:: WHAT IS NEEDED ::
An exact repetition of every entry, with no images, is the required answer.

___ DATA SUPPLIED ___

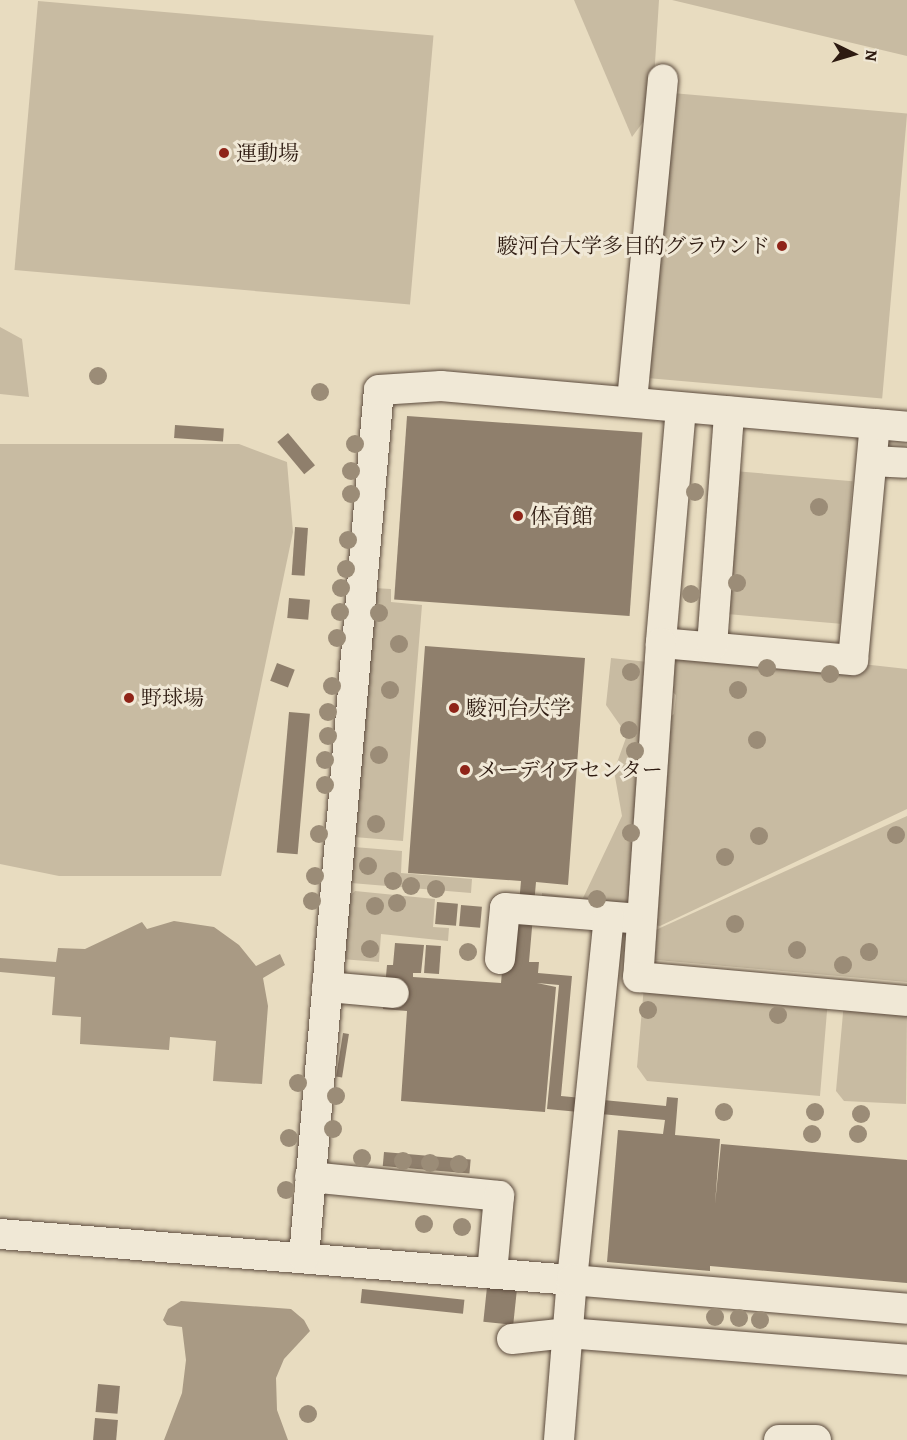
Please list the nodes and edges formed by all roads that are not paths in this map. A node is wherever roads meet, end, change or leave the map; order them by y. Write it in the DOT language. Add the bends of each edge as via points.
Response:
graph roads {
  1 [pos="663,79"];
  2 [pos="632,401"];
  3 [pos="681,408"];
  4 [pos="729,412"];
  5 [pos="875,424"];
  6 [pos="907,427"];
  7 [pos="872,460"];
  8 [pos="905,463"];
  9 [pos="661,644"];
  10 [pos="712,646"];
  11 [pos="609,917"];
  12 [pos="643,920"];
  13 [pos="500,959"];
  14 [pos="327,987"];
  15 [pos="394,993"];
  16 [pos="907,1001"];
  17 [pos="310,1177"];
  18 [pos="0,1234"];
  19 [pos="304,1257"];
  20 [pos="492,1273"];
  21 [pos="572,1280"];
  22 [pos="907,1309"];
  23 [pos="567,1333"];
  24 [pos="512,1339"];
  25 [pos="907,1360"];
  26 [pos="559,1440"];
  27 [pos="779,1440"];
  28 [pos="816,1440"];
  1 -- 2 [label="street"];
  2 -- 3 [label="street"];
  2 -- 14 [label="street" via="441,386 379,390"];
  3 -- 4 [label="street"];
  3 -- 9 [label="street"];
  4 -- 5 [label="street"];
  4 -- 10 [label="street"];
  5 -- 6 [label="street"];
  5 -- 7 [label="street"];
  7 -- 8 [label="street"];
  7 -- 10 [label="street" via="853,660"];
  9 -- 10 [label="street"];
  9 -- 12 [label="street"];
  11 -- 12 [label="street"];
  11 -- 13 [label="street" via="505,908"];
  11 -- 21 [label="street"];
  12 -- 16 [label="street" via="638,977"];
  14 -- 15 [label="street"];
  14 -- 17 [label="street"];
  17 -- 19 [label="street"];
  17 -- 20 [label="street" via="500,1196"];
  18 -- 19 [label="street" via="237,1240"];
  19 -- 20 [label="street"];
  20 -- 21 [label="street"];
  21 -- 22 [label="street"];
  21 -- 23 [label="street"];
  23 -- 24 [label="street"];
  23 -- 25 [label="street"];
  23 -- 26 [label="street"];
  27 -- 28 [label="street"];
}
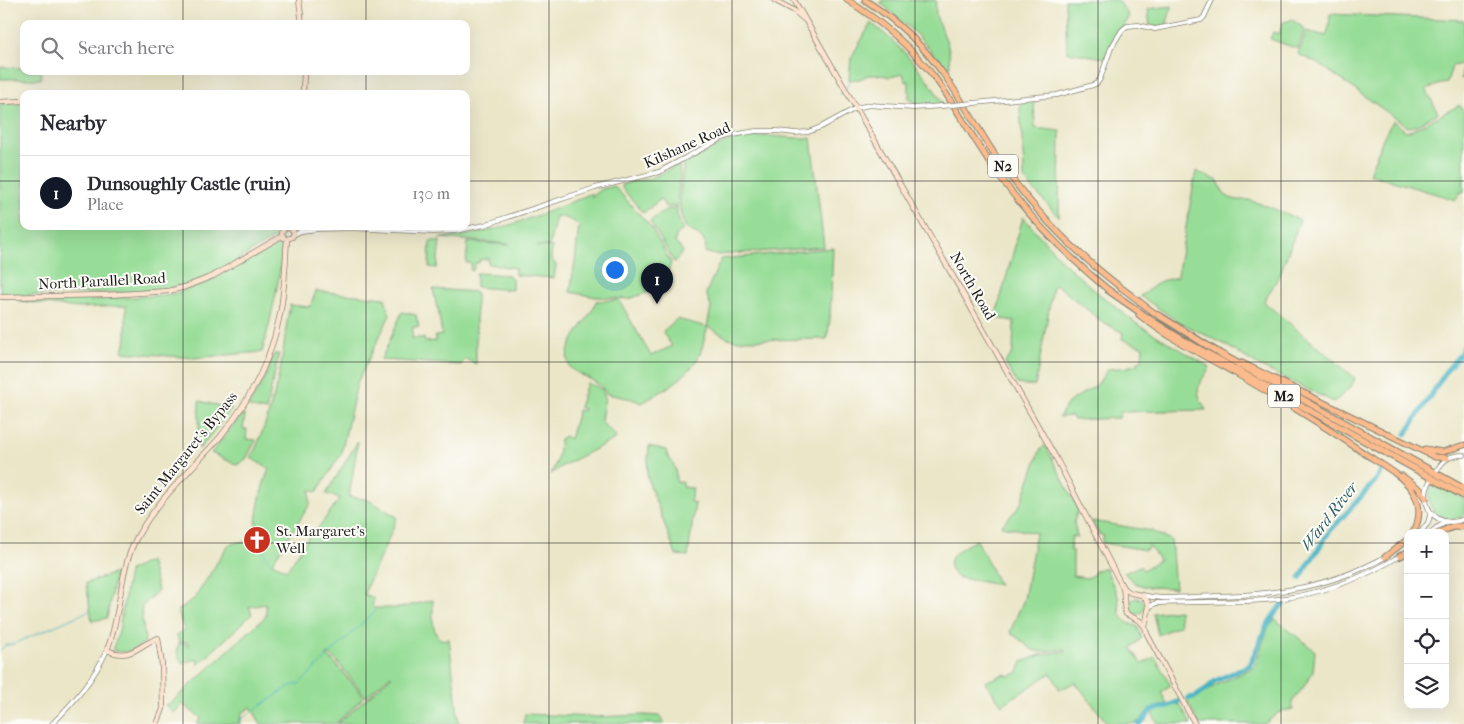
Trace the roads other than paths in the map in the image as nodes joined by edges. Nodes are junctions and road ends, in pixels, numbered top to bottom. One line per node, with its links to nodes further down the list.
1 (299, 0): 8 (main road)
2 (775, 0): 3 (main road); 9 (main road)
3 (785, 0)
4 (794, 0): 9 (main road, North Road)
5 (848, 0): 26 (highway, N2)
6 (865, 0): 28 (highway, N2)
7 (1212, 0): 14 (street, Kilshane Road, bridge)
8 (302, 20)
9 (806, 20): 14 (main road, North Road)
10 (304, 75): 11 (main road)
11 (303, 90)
12 (0, 102): 13 (main road)
13 (20, 102)
14 (856, 108): 15 (street, Kilshane Road); 51 (main road, North Road)
15 (470, 228)
16 (283, 230): 24 (main road)
17 (291, 230): 23 (main road)
18 (297, 230): 22 (street, Kilshane Road)
19 (310, 230): 22 (street, Kilshane Road)
20 (392, 230): 21 (street, Kilshane Road)
21 (460, 230)
22 (301, 231): 23 (street, Kilshane Road)
23 (293, 235): 25 (main road)
24 (282, 236): 25 (main road); 27 (main road, North Parallel Road)
25 (288, 239): 59 (main road, Saint Margaret's Bypass)
26 (1108, 290): 30 (highway); 37 (highway, M2)
27 (0, 297)
28 (1160, 316): 29 (highway); 36 (highway, M2)
29 (1404, 441): 31 (highway); 33 (highway)
30 (1349, 443): 38 (highway); 43 (highway)
31 (1464, 445)
32 (1464, 454): 33 (street)
33 (1446, 458): 34 (street)
34 (1437, 470)
35 (1431, 479): 38 (street)
36 (1464, 489)
37 (1464, 496)
38 (1426, 498): 39 (street)
39 (1430, 512): 41 (street); 44 (street)
40 (1464, 519): 41 (street)
41 (1449, 522): 45 (street)
42 (1464, 526): 46 (highway)
43 (1415, 529)
44 (1423, 529)
45 (1436, 529)
46 (1447, 529)
47 (1404, 543): 50 (highway)
48 (1404, 554): 49 (highway)
49 (1400, 556): 55 (street)
50 (1385, 557): 53 (street)
51 (1123, 588): 52 (main road); 54 (main road, North Road)
52 (1134, 594): 53 (main road); 54 (main road)
53 (1142, 595): 55 (main road)
54 (1125, 603): 57 (main road)
55 (1149, 607): 56 (main road)
56 (1147, 614): 57 (main road); 58 (main road)
57 (1136, 619): 58 (main road)
58 (1145, 627): 62 (main road)
59 (107, 650): 60 (street, Saint Margaret's Bypass); 61 (main road)
60 (52, 724)
61 (157, 724)
62 (1195, 724)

___

:: OUTPUT BELOW ::
Please list the nodes and edges formed by all roads that are not paths in this map. A node is wherever roads meet, end, change or leave the map; order them by y. Write it in the DOT language. Add the bends of each edge as via points.
Response:
graph roads {
  1 [pos="663,79"];
  2 [pos="632,401"];
  3 [pos="681,408"];
  4 [pos="729,412"];
  5 [pos="875,424"];
  6 [pos="907,427"];
  7 [pos="872,460"];
  8 [pos="905,463"];
  9 [pos="661,644"];
  10 [pos="712,646"];
  11 [pos="609,917"];
  12 [pos="643,920"];
  13 [pos="500,959"];
  14 [pos="327,987"];
  15 [pos="394,993"];
  16 [pos="907,1001"];
  17 [pos="310,1177"];
  18 [pos="0,1234"];
  19 [pos="304,1257"];
  20 [pos="492,1273"];
  21 [pos="572,1280"];
  22 [pos="907,1309"];
  23 [pos="567,1333"];
  24 [pos="512,1339"];
  25 [pos="907,1360"];
  26 [pos="559,1440"];
  27 [pos="779,1440"];
  28 [pos="816,1440"];
  1 -- 2 [label="street"];
  2 -- 3 [label="street"];
  2 -- 14 [label="street" via="441,386 379,390"];
  3 -- 4 [label="street"];
  3 -- 9 [label="street"];
  4 -- 5 [label="street"];
  4 -- 10 [label="street"];
  5 -- 6 [label="street"];
  5 -- 7 [label="street"];
  7 -- 8 [label="street"];
  7 -- 10 [label="street" via="853,660"];
  9 -- 10 [label="street"];
  9 -- 12 [label="street"];
  11 -- 12 [label="street"];
  11 -- 13 [label="street" via="505,908"];
  11 -- 21 [label="street"];
  12 -- 16 [label="street" via="638,977"];
  14 -- 15 [label="street"];
  14 -- 17 [label="street"];
  17 -- 19 [label="street"];
  17 -- 20 [label="street" via="500,1196"];
  18 -- 19 [label="street" via="237,1240"];
  19 -- 20 [label="street"];
  20 -- 21 [label="street"];
  21 -- 22 [label="street"];
  21 -- 23 [label="street"];
  23 -- 24 [label="street"];
  23 -- 25 [label="street"];
  23 -- 26 [label="street"];
  27 -- 28 [label="street"];
}
Trace the roads other than paths in the map in the image as nodes joined by edges. Nodes are junctions and road ends, in pixels, numbered top to bottom. One line per node, with its links to nodes further down the list.
1 (299, 0): 8 (main road)
2 (775, 0): 3 (main road); 9 (main road)
3 (785, 0)
4 (794, 0): 9 (main road, North Road)
5 (848, 0): 26 (highway, N2)
6 (865, 0): 28 (highway, N2)
7 (1212, 0): 14 (street, Kilshane Road, bridge)
8 (302, 20)
9 (806, 20): 14 (main road, North Road)
10 (304, 75): 11 (main road)
11 (303, 90)
12 (0, 102): 13 (main road)
13 (20, 102)
14 (856, 108): 15 (street, Kilshane Road); 51 (main road, North Road)
15 (470, 228)
16 (283, 230): 24 (main road)
17 (291, 230): 23 (main road)
18 (297, 230): 22 (street, Kilshane Road)
19 (310, 230): 22 (street, Kilshane Road)
20 (392, 230): 21 (street, Kilshane Road)
21 (460, 230)
22 (301, 231): 23 (street, Kilshane Road)
23 (293, 235): 25 (main road)
24 (282, 236): 25 (main road); 27 (main road, North Parallel Road)
25 (288, 239): 59 (main road, Saint Margaret's Bypass)
26 (1108, 290): 30 (highway); 37 (highway, M2)
27 (0, 297)
28 (1160, 316): 29 (highway); 36 (highway, M2)
29 (1404, 441): 31 (highway); 33 (highway)
30 (1349, 443): 38 (highway); 43 (highway)
31 (1464, 445)
32 (1464, 454): 33 (street)
33 (1446, 458): 34 (street)
34 (1437, 470)
35 (1431, 479): 38 (street)
36 (1464, 489)
37 (1464, 496)
38 (1426, 498): 39 (street)
39 (1430, 512): 41 (street); 44 (street)
40 (1464, 519): 41 (street)
41 (1449, 522): 45 (street)
42 (1464, 526): 46 (highway)
43 (1415, 529)
44 (1423, 529)
45 (1436, 529)
46 (1447, 529)
47 (1404, 543): 50 (highway)
48 (1404, 554): 49 (highway)
49 (1400, 556): 55 (street)
50 (1385, 557): 53 (street)
51 (1123, 588): 52 (main road); 54 (main road, North Road)
52 (1134, 594): 53 (main road); 54 (main road)
53 (1142, 595): 55 (main road)
54 (1125, 603): 57 (main road)
55 (1149, 607): 56 (main road)
56 (1147, 614): 57 (main road); 58 (main road)
57 (1136, 619): 58 (main road)
58 (1145, 627): 62 (main road)
59 (107, 650): 60 (street, Saint Margaret's Bypass); 61 (main road)
60 (52, 724)
61 (157, 724)
62 (1195, 724)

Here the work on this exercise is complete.